> [Data for the task]:
■ ■ ■ ■ ■ ■ ■

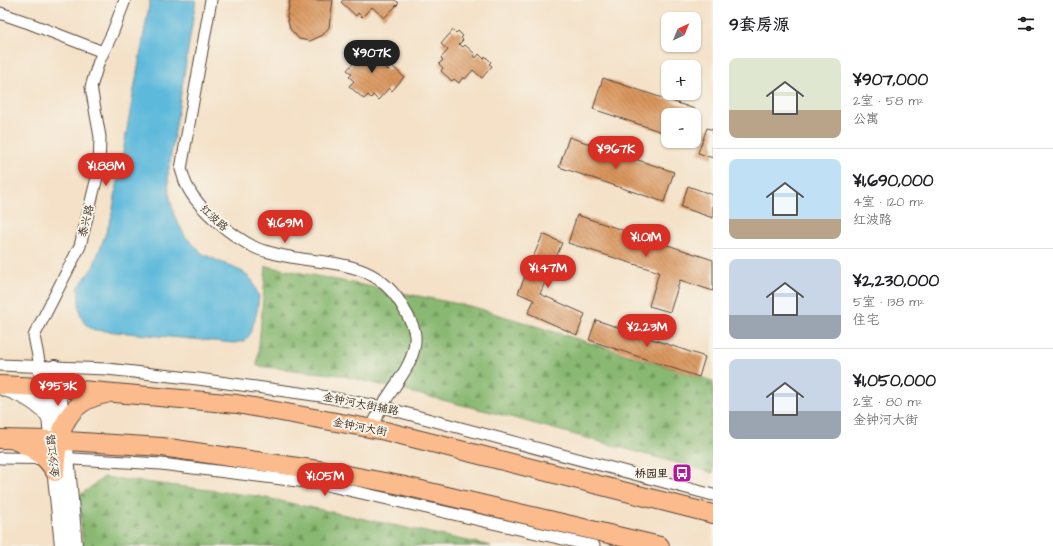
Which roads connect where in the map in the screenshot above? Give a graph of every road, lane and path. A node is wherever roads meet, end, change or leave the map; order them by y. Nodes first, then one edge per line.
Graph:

■ ■ ■ ■ ■ ■ ■

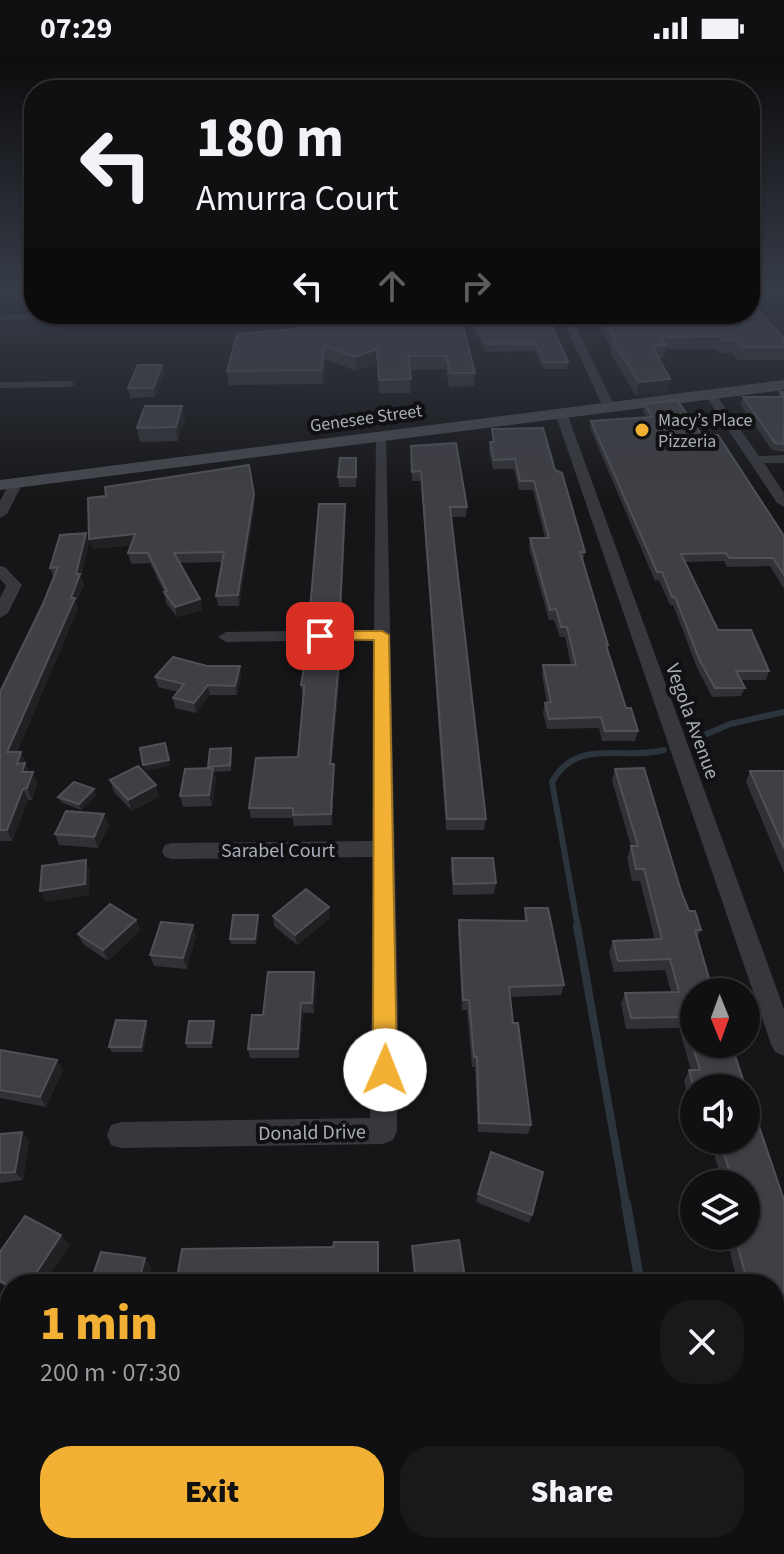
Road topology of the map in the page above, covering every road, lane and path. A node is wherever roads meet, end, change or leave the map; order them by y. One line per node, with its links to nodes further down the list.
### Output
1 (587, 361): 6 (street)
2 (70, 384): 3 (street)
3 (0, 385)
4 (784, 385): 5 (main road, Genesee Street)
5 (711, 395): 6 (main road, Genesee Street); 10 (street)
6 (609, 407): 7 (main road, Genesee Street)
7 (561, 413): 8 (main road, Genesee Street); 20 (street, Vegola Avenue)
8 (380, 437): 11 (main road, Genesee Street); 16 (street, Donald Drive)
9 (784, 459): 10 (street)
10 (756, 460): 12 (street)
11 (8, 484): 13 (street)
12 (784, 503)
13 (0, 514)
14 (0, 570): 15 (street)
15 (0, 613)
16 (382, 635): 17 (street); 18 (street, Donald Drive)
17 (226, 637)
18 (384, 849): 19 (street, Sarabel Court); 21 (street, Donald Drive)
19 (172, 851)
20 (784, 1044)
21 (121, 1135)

■ ■ ■ ■ ■ ■ ■

> [Exercise objective]: Go line by line through the records and copy those that contain the word "above".

> [Result of this task]:
Which roads connect where in the map in the screenshot above? Give a graph of every road, lane and path. A node is wherever roads meet, end, change or leave the map; order them by y. Nodes first, then one edge per line.
Road topology of the map in the page above, covering every road, lane and path. A node is wherever roads meet, end, change or leave the map; order them by y. One line per node, with its links to nodes further down the list.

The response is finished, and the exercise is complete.